|Ph.D Student||Abboud Yousef|
|Subject||Methods to Improve Cell Engraftment for Myocardial Repair|
and Disease Modeling
|Department||Department of Medicine||Supervisors||PROF. Lior Gepstein|
|ASSISTANT PROFESSOR Anat Aharon|
The adult heart has limited regenerative
capacity; therefore, any significant cell loss may result in the development of
progressive heart failure. Cardiomyocyte replacement therapy has become an
option for myocardial repair but has been hampered by the significant donor
cell loss after cell/tissue engraftment. Here, we examine the ability of
human-villous-trophoblast-secreted extracellular vesicles (HVT-EVs) and a
unique tissue engineering approach (decellularization/recellularization) to
improve cell-graft survival and therefor myocardial function. In addition, we
created the first in-vivo model for a human genetic disease: Pompe’s disease.
HVT-EVs were isolated then characterized by a nanoparticle tracking analyzer. Their pro-survival and pro-angiogenic effects were initially evaluated by in-vitro assays that confirmed their ability to improve cardiomyocyte survival and endothelial migration and sprouting. Myocardial infarction (MI) was then induced through permanent LAD coronary ligation in rats. Animals were randomized 7-10 days later to be transplanted with either human induced pluripotent stem cell derived cardiomyocytes (hIPSC-CMs), HVT-EVs, both, or PBS as control. Cell engraftment and survival was evaluated by detailed histological evaluation. Myocardial function was evaluated through serial echocardiograms up to 30 days after transplantation, which showed a significant advantage in functional outcome for the combined therapy. Graft-host coupling was evident using optical mapping in the Langendorf isolated heart model by tracking the activity of a genetically-encode voltage indicator (Arclight) expressed in the hIPSC-CMs. The positive effects achieved by HVT-EVs could stem from their potential role in creating more mature blood vessels, as they bare a load of pro-angiogenic and pro-survival proteins. However, the functional benefit observed seemed to partially diminish with time.
To address the latter shortcoming, we used a decellularized rat heart tissue as a cardiac patch scaffold and transplanted rats after MI induction with the patch alone, or patches seeded with either hiPSC-CMs, HVT-EVs or both. HVT-EVs in the patch were slowly released, improving heart contractility and function. Hence, when combined with hIPSC-CMs they had an additive effect that further improve fractional shortening. In contrast to the first set of experiments, cardiac function did not show any deterioration with time.

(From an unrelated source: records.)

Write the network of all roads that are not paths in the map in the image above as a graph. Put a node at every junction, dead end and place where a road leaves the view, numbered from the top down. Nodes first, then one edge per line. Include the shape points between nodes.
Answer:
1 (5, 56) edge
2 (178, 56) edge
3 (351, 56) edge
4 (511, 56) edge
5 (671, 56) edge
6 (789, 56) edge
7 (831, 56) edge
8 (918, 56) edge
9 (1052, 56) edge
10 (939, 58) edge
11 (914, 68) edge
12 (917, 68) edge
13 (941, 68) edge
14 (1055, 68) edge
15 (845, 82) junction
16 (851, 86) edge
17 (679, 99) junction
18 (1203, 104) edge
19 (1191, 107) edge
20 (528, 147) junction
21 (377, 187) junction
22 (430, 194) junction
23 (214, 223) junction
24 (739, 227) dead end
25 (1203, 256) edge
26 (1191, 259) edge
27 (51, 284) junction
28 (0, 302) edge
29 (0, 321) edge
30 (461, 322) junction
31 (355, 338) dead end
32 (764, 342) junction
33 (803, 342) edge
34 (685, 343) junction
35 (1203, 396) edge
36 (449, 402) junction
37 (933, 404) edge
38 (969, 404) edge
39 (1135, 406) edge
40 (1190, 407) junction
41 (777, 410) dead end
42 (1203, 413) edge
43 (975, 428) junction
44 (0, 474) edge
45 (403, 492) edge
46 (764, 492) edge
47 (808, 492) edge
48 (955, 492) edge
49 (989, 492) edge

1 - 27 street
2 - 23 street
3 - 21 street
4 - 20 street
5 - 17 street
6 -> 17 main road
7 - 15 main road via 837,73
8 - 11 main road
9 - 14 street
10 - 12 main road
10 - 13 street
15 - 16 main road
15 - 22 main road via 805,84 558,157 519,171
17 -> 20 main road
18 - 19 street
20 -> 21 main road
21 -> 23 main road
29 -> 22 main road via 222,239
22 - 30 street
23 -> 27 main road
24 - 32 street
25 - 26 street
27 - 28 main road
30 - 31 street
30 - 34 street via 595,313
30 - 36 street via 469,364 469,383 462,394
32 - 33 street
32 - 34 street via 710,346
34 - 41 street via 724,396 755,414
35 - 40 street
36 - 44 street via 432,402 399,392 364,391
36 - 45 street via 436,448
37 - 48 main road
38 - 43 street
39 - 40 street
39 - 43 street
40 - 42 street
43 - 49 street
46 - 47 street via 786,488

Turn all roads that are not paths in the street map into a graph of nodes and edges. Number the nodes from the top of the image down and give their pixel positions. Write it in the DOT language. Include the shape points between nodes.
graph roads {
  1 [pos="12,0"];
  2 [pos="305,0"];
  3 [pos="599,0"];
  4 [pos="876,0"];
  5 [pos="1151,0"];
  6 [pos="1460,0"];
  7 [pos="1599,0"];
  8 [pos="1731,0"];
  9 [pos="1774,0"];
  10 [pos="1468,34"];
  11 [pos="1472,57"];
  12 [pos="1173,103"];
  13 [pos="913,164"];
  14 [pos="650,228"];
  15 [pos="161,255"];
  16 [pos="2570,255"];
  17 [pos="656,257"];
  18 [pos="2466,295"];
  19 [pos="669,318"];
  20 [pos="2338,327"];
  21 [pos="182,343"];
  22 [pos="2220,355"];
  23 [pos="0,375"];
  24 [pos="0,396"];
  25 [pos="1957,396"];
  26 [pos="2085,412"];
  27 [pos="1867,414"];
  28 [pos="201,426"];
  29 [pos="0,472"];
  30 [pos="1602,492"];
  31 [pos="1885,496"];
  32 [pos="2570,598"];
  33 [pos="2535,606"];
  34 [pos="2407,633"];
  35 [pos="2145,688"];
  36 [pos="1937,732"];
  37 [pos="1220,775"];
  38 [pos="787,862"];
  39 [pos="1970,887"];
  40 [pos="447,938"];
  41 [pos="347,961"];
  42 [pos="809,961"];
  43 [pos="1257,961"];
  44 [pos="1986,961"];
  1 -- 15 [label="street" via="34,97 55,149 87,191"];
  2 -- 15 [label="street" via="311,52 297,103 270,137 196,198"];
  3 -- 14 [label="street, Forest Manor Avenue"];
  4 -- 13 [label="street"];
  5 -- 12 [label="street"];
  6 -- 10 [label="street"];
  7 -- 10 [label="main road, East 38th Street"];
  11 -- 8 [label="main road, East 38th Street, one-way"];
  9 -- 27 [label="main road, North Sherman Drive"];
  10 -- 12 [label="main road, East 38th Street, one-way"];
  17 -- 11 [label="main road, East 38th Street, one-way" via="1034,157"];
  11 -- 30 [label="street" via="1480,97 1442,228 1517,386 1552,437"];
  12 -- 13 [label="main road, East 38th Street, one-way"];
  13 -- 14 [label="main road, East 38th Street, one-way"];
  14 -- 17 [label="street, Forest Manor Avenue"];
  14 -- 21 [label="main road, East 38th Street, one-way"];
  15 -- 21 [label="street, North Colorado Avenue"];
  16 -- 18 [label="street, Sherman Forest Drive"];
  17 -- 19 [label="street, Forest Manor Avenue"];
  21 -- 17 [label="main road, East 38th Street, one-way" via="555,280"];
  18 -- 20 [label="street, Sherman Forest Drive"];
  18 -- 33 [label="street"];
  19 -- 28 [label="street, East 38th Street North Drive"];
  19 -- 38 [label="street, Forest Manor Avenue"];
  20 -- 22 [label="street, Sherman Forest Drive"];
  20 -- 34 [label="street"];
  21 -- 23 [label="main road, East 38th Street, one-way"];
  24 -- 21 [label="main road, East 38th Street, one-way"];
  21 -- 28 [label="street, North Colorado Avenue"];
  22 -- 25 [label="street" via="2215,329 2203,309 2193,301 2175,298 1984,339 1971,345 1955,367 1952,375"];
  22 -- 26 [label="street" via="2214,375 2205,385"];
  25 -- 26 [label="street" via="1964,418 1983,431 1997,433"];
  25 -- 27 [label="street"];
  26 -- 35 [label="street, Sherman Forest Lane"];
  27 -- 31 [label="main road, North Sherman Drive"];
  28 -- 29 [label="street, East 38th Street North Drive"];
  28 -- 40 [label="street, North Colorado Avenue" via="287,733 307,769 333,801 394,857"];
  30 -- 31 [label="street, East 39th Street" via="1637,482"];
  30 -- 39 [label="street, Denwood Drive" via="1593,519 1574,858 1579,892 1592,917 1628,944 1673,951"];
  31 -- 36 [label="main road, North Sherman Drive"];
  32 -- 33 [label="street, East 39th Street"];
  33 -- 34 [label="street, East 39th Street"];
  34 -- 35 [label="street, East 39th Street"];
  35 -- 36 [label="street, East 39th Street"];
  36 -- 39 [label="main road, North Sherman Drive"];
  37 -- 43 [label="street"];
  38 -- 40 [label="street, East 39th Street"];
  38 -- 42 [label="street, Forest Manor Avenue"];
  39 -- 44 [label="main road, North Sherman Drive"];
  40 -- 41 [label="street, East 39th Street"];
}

In the final stage of the project, we
established an in-vivo model for Pompe’s disease by transplanting
Pompe-hIPSC-CMs to mouse hearts. Pompe-CMs engrafted, survived, were perfused,
and demonstrated the typical severe pathological feature of the disease:
enlarged glycogen-filled lysosomal compartment. Pompe-CMs were successfully
treated with α-glucosidase enzyme replacement therapy (ERT) which reversed
the pathological features. Interestingly, beyond restoring the ultrastructural
properties, ERT also restored the ability of the Pompe-CMs to restore
ventricular function following transplantation in the infarct model.
In summary, this thesis presented two
main uses of hIPSC technology:
1. Cell therapy, where we show that HVT-EVs transplantation can improve cardiac function after MI either alone or even better if coupled with hIPSC-CMs transplantation. This is probably achieved by attenuating cell death, improving tissue vascularization, and cultivating damaged tissues resulting in better reception of the cell-graft.
2. Disease modeling, where we created the first in-vivo model of Pompe’s disease and demonstrated that it can be useful for studying disease pathophysiology and therapy in a patient specific manner.